Welcome to the 32nd work in the Slipped Disc/Idagio Beethoven Edition

Beethoven’s ’10th’ symphony

Musicians and computer technicians are presently racing against the clock to produce a completion of Beethoven’s tenth symphony, using artificial intelligence tools. ‘Robots pitch in to finish Beethoven’s Tenth,’ ran the headline in the Times’s foreign pages and that’s about all we can report about it until the results are performed at an orchestral premiere in Bonn on April 28.

Before you get too excited, let’s examine the backstory, and sample the existing recordings of this contentious, possibly spurious work.

The first twitchings of a tenth symphony stirred in the mid-1980s when a British musicologist, Barry Cooper, produced 250 bars of sketches supposedly written by Beethoven in his final weeks. He offered it early in 1827 Beethoven to the Philharmonic Society in London and the sketches that Dr Cooper worked on were approximately as far as he got before death intervened, on March 27 that year.

Cooper, a lecturer at the University of Aberdeen, collated the sketches into a 15-minute orchestral movement with three subsections – Andante – Allegro – Andante. He thought there might also exist some ideas for a scherzo second movement, but these were not developed enough for realisation. Amid some musicological scepticism from jealous colleagues, Cooper produced a score that was recorded by two different orchestras and conductors, the second of which was accompanied by a lecture from Cooper explaining what he had done.

You can listen to the lecture here.

Cooper’s movement was premiered in London in October 1988 by the Royal Liverpool Philharmonic Orchestra, conducted by the former Vienna Philharmonic concertmaster Walter Weller, under the auspices of the Philharmonic Society. Learned opinion split down the middle. One newspaper critic, who wrote that the ‘music sounded half formed’, was the composer Anthony Payne who went on himself to make a completion of Edward Elgar’s third symphony. Payne did, however, recognise that there were ‘fresh and fascinating things’ to be heard in the Cooper score. Within a week, a second performance was given by the American Symphony Orchestra and Jose Serebrier at Carnegie Hall. After that, interest faded and there have been few revivals – until the present Beethoven anniversary year when the work is being dusted off again for public contemplation.

Once the musigologists stopped squabbling it emerged that a violinist called Karl Holtz, who worked as one of Beethoven’s copyists, left an account in which he reported hearing the composer play through some of his material for the tenth symphony at the piano. There is also an archived sheet of music (above) on which Beethoven’s close friend Anton Schindler wrote: ‘These notes are the last ones Beethoven wrote approximately ten to twelve days before his death. He wrote them in my presence.’ That amounts to fairly compelling proof that Beethoven had another symphony in mind as he died, and that these materials were part of it.

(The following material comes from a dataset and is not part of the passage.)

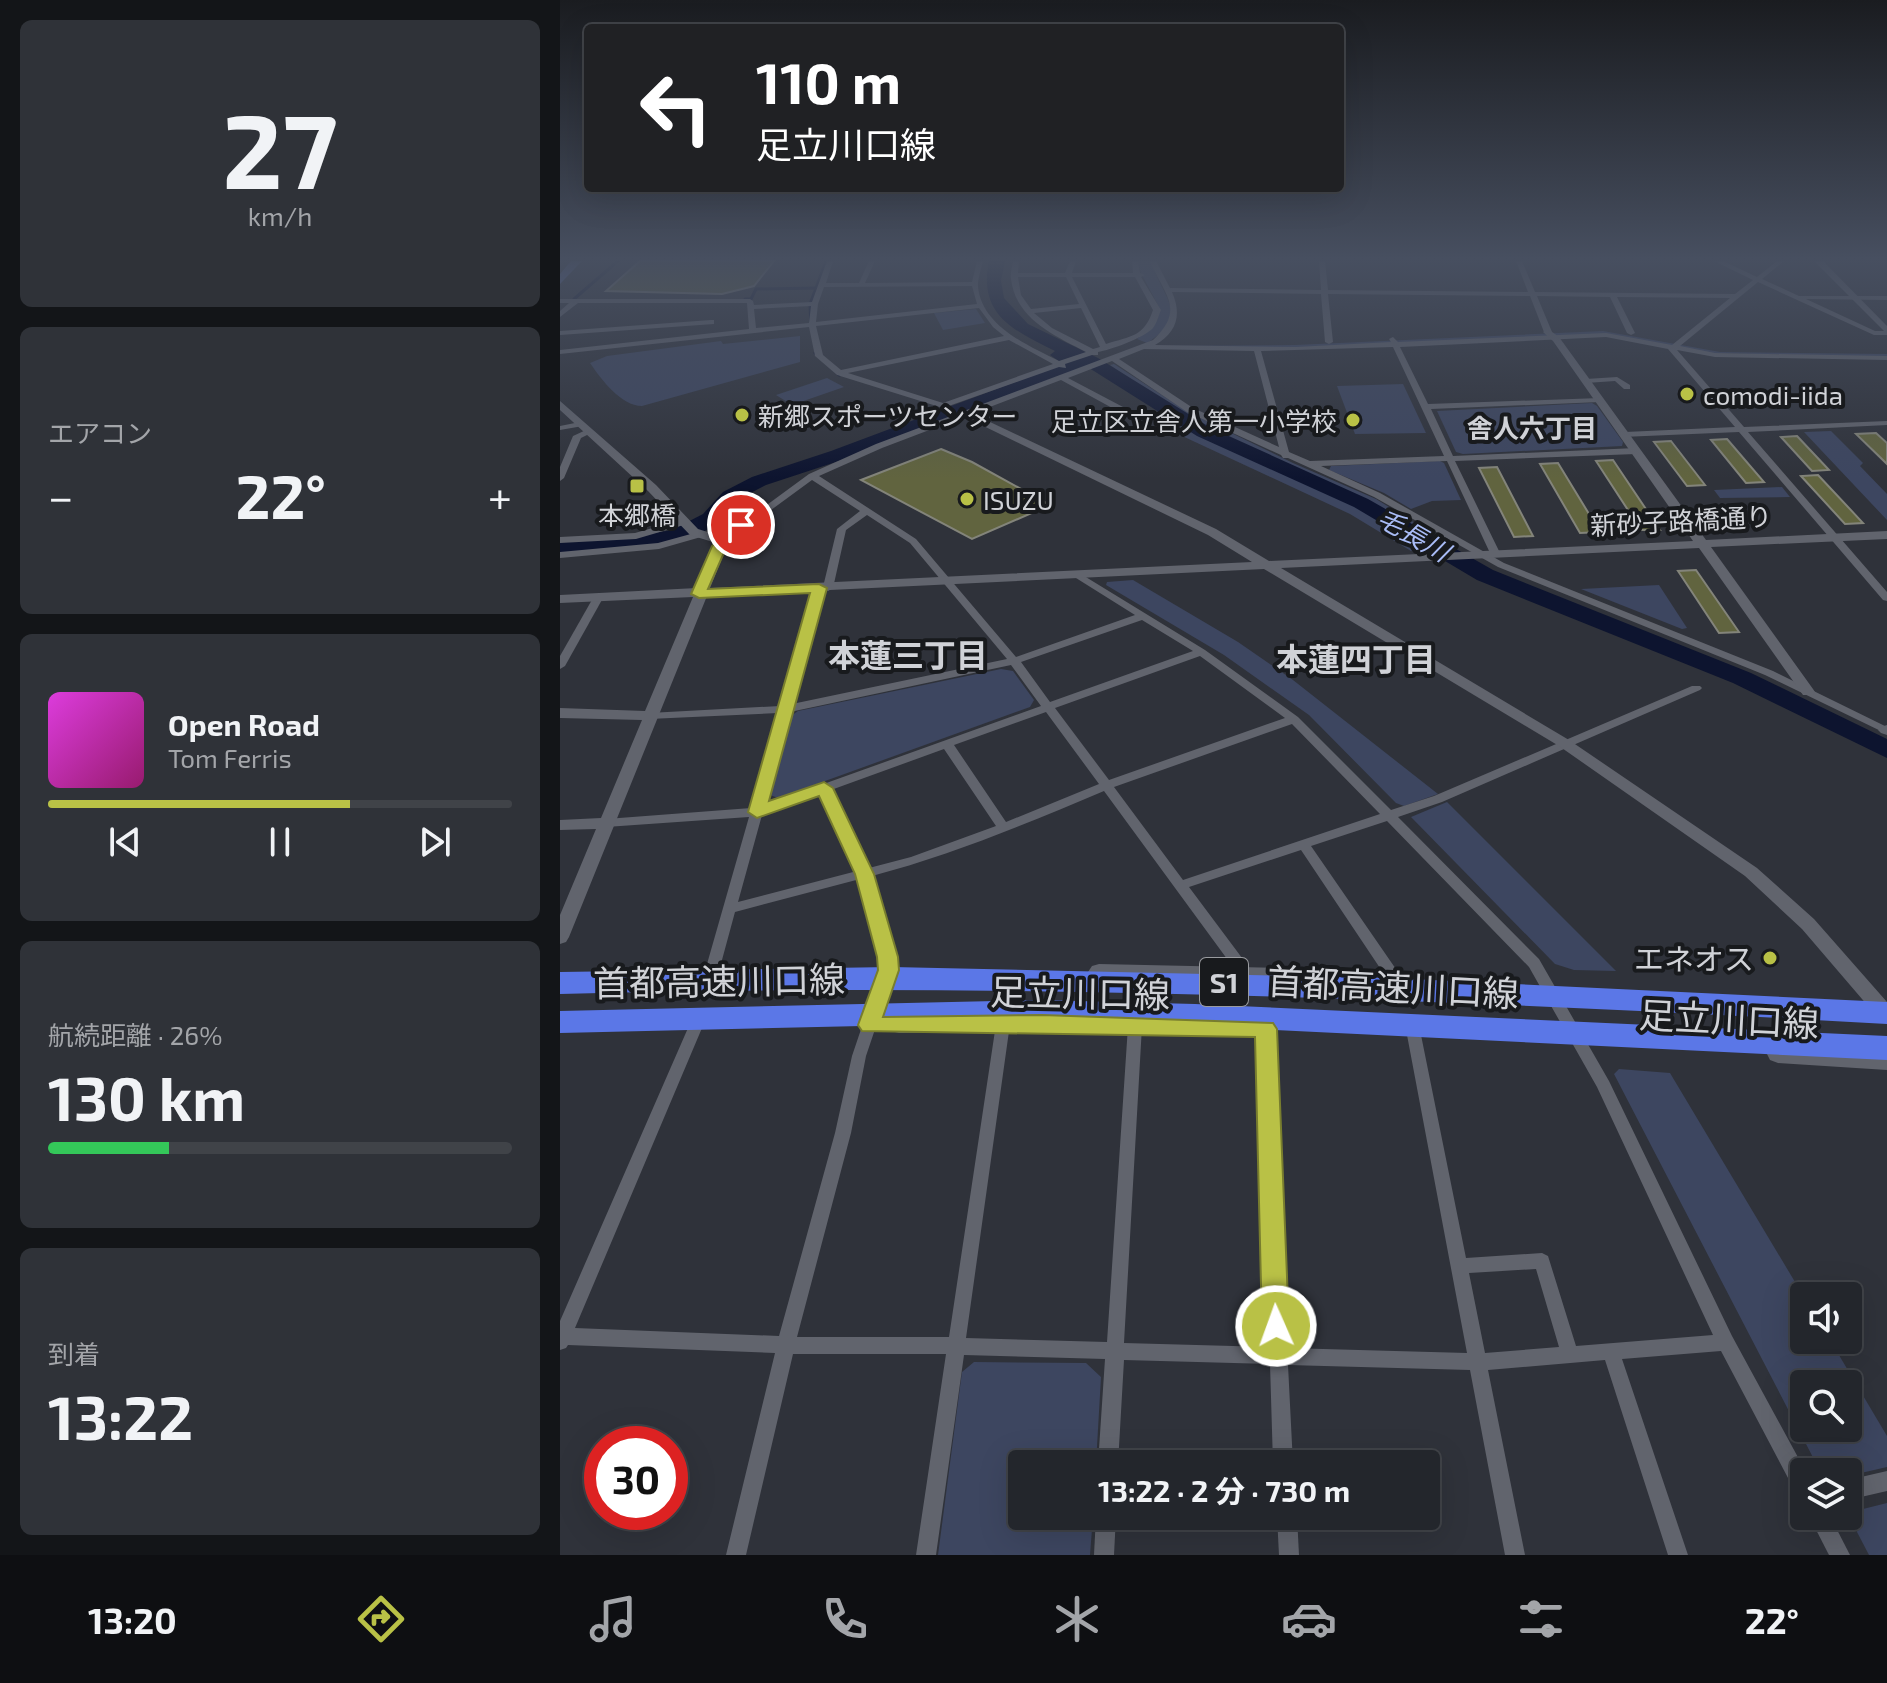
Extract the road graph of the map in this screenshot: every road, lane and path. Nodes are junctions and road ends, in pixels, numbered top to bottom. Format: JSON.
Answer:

So, is it the symphony as it stands worth hearing, and does it advance our understanding of the greatest mind ever to be applied to music?

There is no simple answer to these questions.

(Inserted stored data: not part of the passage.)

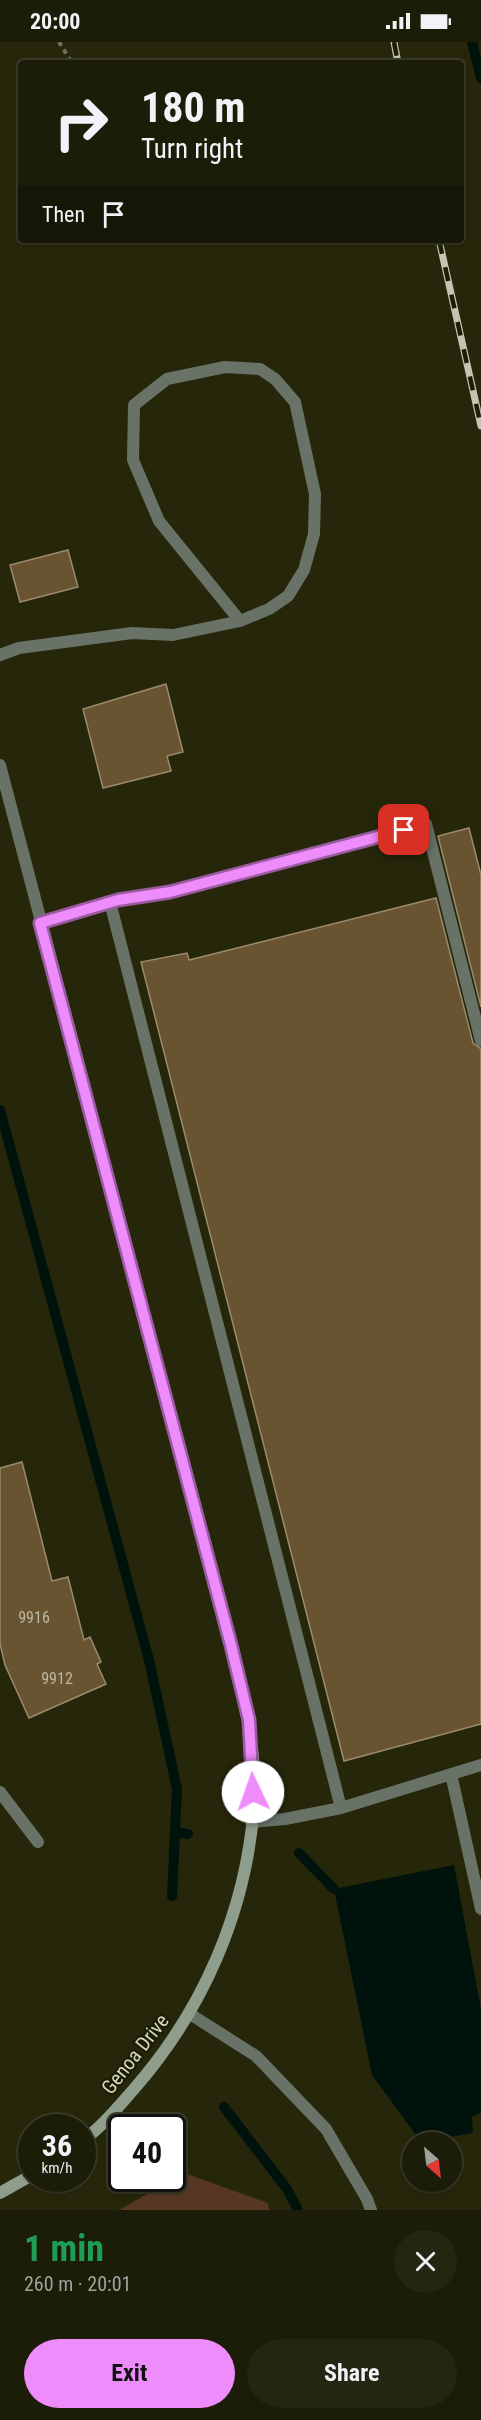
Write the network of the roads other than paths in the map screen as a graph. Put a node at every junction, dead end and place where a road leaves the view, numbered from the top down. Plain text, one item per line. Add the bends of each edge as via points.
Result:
1 (240, 621) junction
2 (0, 655) edge
3 (0, 765) edge
4 (110, 902) junction
5 (40, 923) junction
6 (481, 1041) edge
7 (481, 1765) edge
8 (451, 1774) junction
9 (0, 1792) edge
10 (341, 1808) junction
11 (251, 1822) junction
12 (38, 1842) dead end
13 (481, 1909) edge
14 (190, 2014) junction
15 (96, 2128) edge
16 (18, 2183) edge
17 (0, 2193) edge
18 (371, 2210) edge

1 - 1 street via 288,596 304,570 314,534 315,494 295,402 260,369 225,367 167,379 134,405 133,460 159,521
1 - 2 street via 173,635 132,633 19,648
3 - 5 street
4 - 5 street
4 - 6 street via 170,892 426,824
4 - 10 street
5 - 11 street, Genoa Drive via 249,1720
7 - 8 street
8 - 10 street
8 - 13 street
9 - 12 street
10 - 11 street
11 - 14 street, Genoa Drive via 245,1866 232,1914 218,1957
14 - 15 street, Genoa Drive via 157,2062
14 - 18 street via 256,2056 326,2129
16 - 17 street

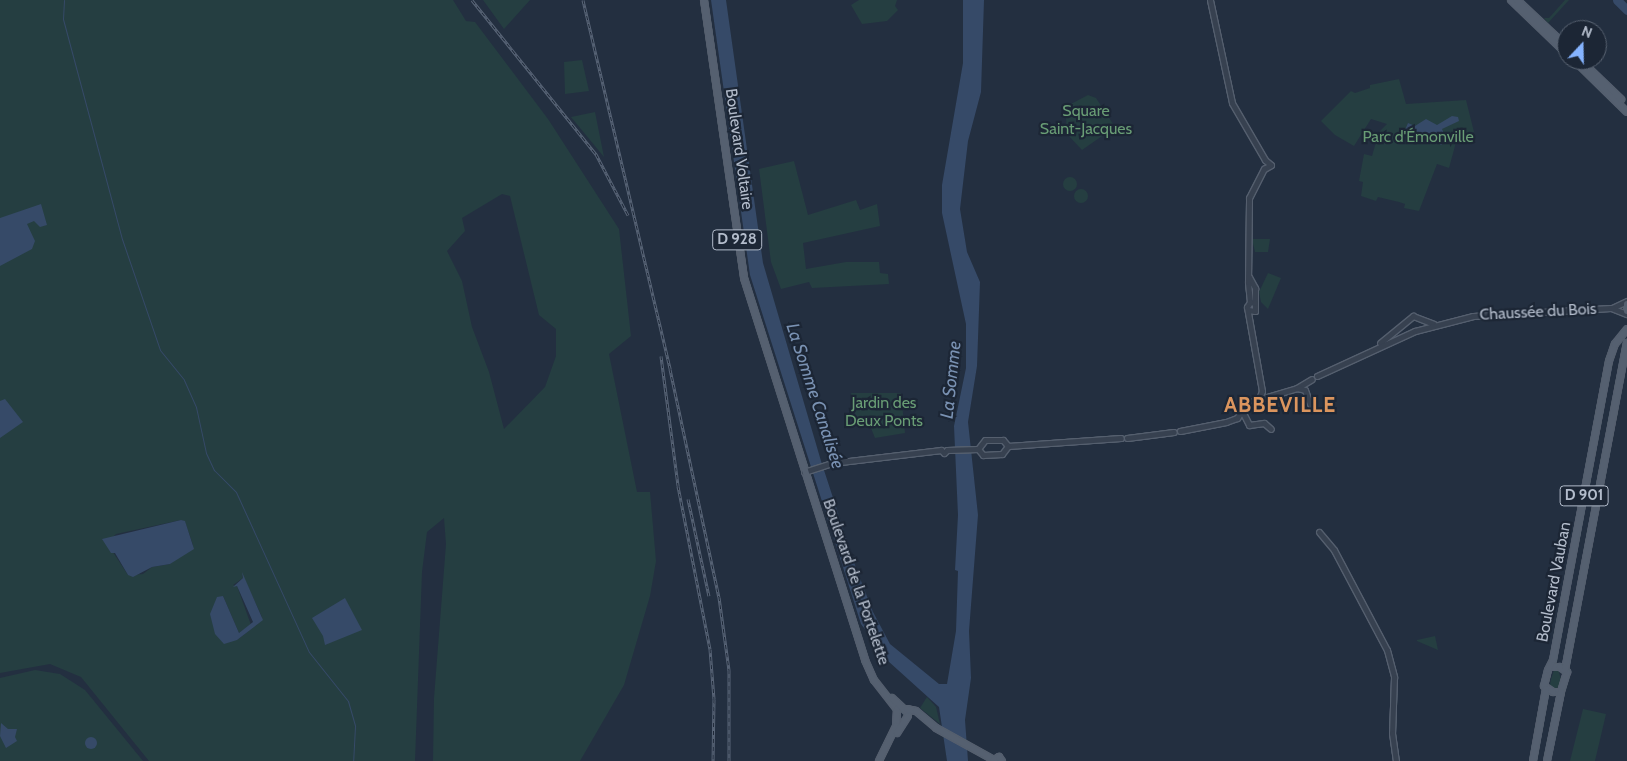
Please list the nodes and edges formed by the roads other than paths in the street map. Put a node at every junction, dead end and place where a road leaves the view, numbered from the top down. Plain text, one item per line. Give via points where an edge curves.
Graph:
1 (704, 0) edge
2 (1210, 0) edge
3 (1511, 0) edge
4 (1517, 0) edge
5 (1557, 38) edge
6 (1557, 44) edge
7 (1584, 70) edge
8 (1590, 70) edge
9 (1627, 105) edge
10 (1627, 112) edge
11 (1627, 302) edge
12 (1253, 303) junction
13 (1612, 308) junction
14 (1251, 311) junction
15 (1627, 312) edge
16 (1408, 319) junction
17 (1422, 320) junction
18 (1436, 324) junction
19 (1627, 329) edge
20 (1416, 331) junction
21 (1627, 343) edge
22 (1376, 346) junction
23 (1312, 379) junction
24 (1297, 388) junction
25 (1305, 390) junction
26 (1262, 392) junction
27 (1269, 396) junction
28 (1259, 400) junction
29 (1310, 404) dead end
30 (1242, 412) junction
31 (1237, 418) junction
32 (1244, 420) junction
33 (1271, 428) dead end
34 (1008, 446) junction
35 (975, 449) junction
36 (806, 471) junction
37 (1319, 532) dead end
38 (1550, 667) junction
39 (1564, 670) junction
40 (1546, 689) junction
41 (1561, 692) junction
42 (903, 713) junction
43 (994, 760) edge
44 (880, 761) edge
45 (1002, 761) edge
46 (1396, 761) edge
47 (1533, 761) edge
48 (1547, 761) edge

1 - 36 main road, Boulevard Voltaire / D 928 via 744,278
2 - 12 street via 1232,103 1265,160 1261,165 1264,169 1250,194 1248,276 1254,288
3 - 6 main road
4 - 5 main road
7 - 10 main road
8 - 9 main road
11 - 13 street, Chaussée du Bois
11 - 15 main road
12 - 14 street
12 - 14 street
13 - 15 street, Chaussée du Bois
13 - 18 street, Chaussée du Bois via 1491,313
14 - 26 street
16 - 17 street via 1415,316
16 - 20 street via 1408,326
16 - 22 street
17 - 18 street
17 - 20 street
18 - 20 street, Chaussée du Bois
19 - 38 main road, Boulevard Vauban / D 901 via 1615,344 1609,361
20 - 22 street, Chaussée du Bois
21 - 39 main road, Boulevard Vauban / D 901
22 - 23 street
23 - 24 street
23 - 25 street
24 - 25 street
24 - 27 street
25 - 29 street
26 - 27 street
26 - 28 street
27 - 28 street
28 - 30 street via 1247,403
30 - 31 street
30 - 32 street
31 - 32 street
31 - 34 street via 1177,432
32 - 33 street via 1252,425 1264,423
34 - 35 street via 1002,454 984,455
34 - 35 street via 1003,440 984,440
35 - 36 street via 829,464
36 - 42 main road, Boulevard de la Portelette / D 928 via 865,660 874,680
37 - 46 street via 1334,550 1386,647 1394,677 1392,733
38 - 39 main road
38 - 40 main road, Boulevard Vauban
39 - 41 main road, Boulevard Vauban via 1567,672
40 - 41 main road
40 - 47 main road
41 - 48 main road
42 - 43 main road via 916,711 936,728
42 - 44 main road
43 - 45 main road via 1000,757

Two recordings exist. One is conducted by Weller with the City of Birmingham Symphony Orchestra on Idagio (listen here). The other was rushed out by the London Symphony Orchestra, conducted by the blustery Wyn Morris, once referred to as ‘the Welsh Furtwängler’. His performance, archived on Youtube, starts out in a more exciting and emphatic fashion, but loses whatever thread there is in the score and threatens at two or three points to unravel altogether. Weller, in Birmingham, is measured, coherent and sometimes convincing.

The tentative nature of the opening takes some getting used to. Beethoven, so assured in his symphonic statement, appears to be feeling and fidgeting around for something new to say. He falls back on familiar phrases, from the ninth and sixth symphonies, and in the middle section on big-gun bluster from the third and fifth. For the first time since the second symphony, he’s taking us back rather than forward. Was the tenth symphony to be a kind of summation of his symphonic life? We can but speculate. The more you listen to Weller and the CBSO, the more the material seems to be pre-used. At 8:45, it’s the finale of the Ninth, around the 14-minute mark, it’s all Pastoral Symphony.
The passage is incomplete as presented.